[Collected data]
****************

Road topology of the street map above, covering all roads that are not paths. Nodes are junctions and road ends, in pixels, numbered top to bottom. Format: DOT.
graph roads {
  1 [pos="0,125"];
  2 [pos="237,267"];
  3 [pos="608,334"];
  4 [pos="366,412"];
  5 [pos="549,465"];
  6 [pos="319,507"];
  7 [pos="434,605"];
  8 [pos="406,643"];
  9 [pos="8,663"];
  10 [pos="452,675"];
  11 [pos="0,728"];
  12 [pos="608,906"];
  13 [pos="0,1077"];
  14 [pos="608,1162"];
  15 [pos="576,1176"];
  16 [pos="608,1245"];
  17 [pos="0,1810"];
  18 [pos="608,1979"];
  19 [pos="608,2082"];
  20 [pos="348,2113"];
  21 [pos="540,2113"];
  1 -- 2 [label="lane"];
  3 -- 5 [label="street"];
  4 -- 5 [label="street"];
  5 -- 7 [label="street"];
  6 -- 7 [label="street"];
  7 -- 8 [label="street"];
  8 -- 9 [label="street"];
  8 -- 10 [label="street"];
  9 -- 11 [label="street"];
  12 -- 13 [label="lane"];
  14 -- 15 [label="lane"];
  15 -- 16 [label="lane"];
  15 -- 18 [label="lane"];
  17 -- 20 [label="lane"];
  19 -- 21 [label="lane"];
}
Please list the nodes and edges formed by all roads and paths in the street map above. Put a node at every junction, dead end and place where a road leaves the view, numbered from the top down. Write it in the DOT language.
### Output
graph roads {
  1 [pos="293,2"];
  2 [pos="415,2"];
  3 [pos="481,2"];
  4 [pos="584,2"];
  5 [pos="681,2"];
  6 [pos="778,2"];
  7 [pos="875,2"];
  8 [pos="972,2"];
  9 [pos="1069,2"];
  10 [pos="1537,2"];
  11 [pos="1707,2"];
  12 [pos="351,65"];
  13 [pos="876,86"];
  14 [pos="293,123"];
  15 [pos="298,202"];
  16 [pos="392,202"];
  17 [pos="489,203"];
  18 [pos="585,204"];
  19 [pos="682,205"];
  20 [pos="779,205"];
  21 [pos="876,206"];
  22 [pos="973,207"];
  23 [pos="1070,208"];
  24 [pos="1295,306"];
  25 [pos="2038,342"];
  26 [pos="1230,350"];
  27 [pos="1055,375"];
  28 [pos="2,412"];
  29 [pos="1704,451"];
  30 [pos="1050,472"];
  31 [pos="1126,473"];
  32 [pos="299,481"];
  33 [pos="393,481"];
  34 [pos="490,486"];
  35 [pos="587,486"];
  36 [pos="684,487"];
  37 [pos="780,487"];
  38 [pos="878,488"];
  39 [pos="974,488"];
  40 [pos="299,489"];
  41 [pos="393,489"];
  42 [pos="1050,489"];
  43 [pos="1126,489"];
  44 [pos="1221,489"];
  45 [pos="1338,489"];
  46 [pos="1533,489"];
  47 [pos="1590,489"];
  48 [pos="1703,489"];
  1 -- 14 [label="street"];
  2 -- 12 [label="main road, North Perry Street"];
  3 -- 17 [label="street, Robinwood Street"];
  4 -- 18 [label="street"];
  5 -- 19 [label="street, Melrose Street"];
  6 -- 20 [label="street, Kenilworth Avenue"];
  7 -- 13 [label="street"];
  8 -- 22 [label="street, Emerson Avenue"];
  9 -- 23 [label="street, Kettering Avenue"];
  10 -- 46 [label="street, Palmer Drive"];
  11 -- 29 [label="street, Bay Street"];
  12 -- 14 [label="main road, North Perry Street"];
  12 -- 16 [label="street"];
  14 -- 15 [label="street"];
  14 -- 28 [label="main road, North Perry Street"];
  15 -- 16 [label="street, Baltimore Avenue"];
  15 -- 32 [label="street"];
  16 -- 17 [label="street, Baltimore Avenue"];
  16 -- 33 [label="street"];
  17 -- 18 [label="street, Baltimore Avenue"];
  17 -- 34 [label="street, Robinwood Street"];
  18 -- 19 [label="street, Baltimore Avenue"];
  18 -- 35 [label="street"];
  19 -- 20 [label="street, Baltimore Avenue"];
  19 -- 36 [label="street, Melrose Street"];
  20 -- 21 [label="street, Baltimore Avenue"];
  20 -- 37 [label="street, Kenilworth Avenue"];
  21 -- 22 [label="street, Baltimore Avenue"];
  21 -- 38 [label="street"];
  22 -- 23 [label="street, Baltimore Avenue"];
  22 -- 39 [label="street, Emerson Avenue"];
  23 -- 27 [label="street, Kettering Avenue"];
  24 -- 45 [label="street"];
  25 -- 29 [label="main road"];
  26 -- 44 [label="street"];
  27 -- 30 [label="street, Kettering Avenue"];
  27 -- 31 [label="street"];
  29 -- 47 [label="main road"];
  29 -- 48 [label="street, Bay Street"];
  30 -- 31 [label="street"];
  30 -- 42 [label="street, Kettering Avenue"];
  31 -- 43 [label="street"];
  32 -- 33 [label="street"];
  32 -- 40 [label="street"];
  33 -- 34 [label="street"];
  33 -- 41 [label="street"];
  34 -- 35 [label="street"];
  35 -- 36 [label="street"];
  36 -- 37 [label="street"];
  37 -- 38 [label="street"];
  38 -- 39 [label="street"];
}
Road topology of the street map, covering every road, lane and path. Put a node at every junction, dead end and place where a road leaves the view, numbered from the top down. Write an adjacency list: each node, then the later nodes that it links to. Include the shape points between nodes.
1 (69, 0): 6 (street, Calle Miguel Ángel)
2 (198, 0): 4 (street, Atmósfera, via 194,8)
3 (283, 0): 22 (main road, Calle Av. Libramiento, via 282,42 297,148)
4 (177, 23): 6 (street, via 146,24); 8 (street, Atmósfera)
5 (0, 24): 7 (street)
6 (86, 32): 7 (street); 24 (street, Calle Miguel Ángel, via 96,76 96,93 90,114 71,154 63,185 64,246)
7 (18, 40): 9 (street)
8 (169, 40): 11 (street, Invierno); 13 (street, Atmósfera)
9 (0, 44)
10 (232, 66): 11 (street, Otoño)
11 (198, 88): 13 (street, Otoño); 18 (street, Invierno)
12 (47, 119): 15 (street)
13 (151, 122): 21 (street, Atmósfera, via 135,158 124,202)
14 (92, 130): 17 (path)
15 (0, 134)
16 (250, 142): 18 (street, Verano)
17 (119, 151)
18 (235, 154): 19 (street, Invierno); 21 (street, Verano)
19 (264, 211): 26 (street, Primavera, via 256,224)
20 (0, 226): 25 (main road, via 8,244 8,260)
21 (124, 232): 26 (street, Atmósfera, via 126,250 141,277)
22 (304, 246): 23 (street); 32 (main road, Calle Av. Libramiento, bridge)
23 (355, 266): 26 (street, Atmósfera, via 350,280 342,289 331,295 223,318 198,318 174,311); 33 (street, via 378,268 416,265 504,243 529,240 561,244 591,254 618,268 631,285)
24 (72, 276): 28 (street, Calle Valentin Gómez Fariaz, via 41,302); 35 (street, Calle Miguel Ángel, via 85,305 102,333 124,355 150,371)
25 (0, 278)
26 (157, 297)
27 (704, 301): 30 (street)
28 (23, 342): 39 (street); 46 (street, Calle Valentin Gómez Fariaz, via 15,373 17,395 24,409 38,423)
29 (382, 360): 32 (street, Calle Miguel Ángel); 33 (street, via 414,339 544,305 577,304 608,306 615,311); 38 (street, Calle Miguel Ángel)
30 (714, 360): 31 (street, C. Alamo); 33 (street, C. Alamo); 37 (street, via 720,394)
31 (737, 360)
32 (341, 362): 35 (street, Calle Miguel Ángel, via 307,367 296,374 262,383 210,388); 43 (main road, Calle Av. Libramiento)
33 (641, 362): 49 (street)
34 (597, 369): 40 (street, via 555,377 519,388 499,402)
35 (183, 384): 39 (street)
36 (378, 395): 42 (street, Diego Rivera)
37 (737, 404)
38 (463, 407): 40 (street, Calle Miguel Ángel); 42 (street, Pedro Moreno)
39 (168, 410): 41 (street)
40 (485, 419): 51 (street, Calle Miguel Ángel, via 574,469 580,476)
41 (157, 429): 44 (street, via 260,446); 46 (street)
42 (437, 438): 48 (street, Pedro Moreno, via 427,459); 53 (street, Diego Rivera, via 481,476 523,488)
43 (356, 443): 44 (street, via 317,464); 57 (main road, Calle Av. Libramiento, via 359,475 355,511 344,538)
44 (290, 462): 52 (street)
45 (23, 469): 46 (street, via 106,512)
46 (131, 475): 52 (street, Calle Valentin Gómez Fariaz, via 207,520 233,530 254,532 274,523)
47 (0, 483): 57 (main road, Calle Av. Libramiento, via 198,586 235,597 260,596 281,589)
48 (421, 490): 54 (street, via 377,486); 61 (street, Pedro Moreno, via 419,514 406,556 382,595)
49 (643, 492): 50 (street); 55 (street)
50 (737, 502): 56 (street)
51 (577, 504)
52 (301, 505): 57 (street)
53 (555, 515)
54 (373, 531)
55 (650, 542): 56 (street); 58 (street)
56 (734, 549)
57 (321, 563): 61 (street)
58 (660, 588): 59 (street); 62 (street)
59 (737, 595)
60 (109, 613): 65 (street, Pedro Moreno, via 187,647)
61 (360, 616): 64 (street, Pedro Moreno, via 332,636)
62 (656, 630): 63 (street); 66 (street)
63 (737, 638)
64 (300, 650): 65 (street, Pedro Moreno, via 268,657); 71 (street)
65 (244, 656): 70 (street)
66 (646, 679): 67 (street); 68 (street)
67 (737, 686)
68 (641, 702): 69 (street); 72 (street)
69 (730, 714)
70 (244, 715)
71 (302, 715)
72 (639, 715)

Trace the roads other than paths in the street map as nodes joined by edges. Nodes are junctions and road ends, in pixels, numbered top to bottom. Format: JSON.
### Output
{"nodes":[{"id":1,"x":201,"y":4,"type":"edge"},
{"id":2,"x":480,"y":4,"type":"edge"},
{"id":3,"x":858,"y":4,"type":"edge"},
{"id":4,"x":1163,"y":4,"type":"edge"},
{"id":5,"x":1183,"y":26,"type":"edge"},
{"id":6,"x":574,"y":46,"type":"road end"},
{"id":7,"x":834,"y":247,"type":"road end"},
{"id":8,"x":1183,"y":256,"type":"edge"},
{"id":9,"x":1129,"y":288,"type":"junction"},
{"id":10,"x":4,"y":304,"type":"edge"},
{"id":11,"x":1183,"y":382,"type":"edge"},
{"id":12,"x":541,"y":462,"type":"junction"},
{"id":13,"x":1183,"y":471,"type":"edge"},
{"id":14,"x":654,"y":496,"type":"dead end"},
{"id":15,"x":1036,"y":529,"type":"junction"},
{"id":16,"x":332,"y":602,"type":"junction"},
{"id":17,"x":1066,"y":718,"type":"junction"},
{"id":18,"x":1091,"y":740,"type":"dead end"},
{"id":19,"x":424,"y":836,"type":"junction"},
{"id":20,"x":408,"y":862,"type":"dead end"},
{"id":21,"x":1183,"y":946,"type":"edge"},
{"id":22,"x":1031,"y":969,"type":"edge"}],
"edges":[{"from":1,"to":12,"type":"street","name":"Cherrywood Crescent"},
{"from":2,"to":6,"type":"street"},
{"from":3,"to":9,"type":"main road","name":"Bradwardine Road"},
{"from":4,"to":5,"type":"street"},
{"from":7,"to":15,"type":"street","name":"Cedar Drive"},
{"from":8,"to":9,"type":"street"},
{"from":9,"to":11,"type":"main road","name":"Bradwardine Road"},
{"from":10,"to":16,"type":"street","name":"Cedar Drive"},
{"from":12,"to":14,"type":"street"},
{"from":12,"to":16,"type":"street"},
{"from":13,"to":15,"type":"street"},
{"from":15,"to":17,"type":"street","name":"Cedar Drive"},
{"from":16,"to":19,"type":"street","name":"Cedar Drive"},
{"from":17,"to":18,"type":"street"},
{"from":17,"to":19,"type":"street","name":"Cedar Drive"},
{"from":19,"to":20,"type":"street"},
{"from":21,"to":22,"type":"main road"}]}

****************

## ACTION ITEM
Lines holding the word "Rivera" are the answer; copy every one from the records above.

## OUTPUT OF THE EXERCISE
36 (378, 395): 42 (street, Diego Rivera)
42 (437, 438): 48 (street, Pedro Moreno, via 427,459); 53 (street, Diego Rivera, via 481,476 523,488)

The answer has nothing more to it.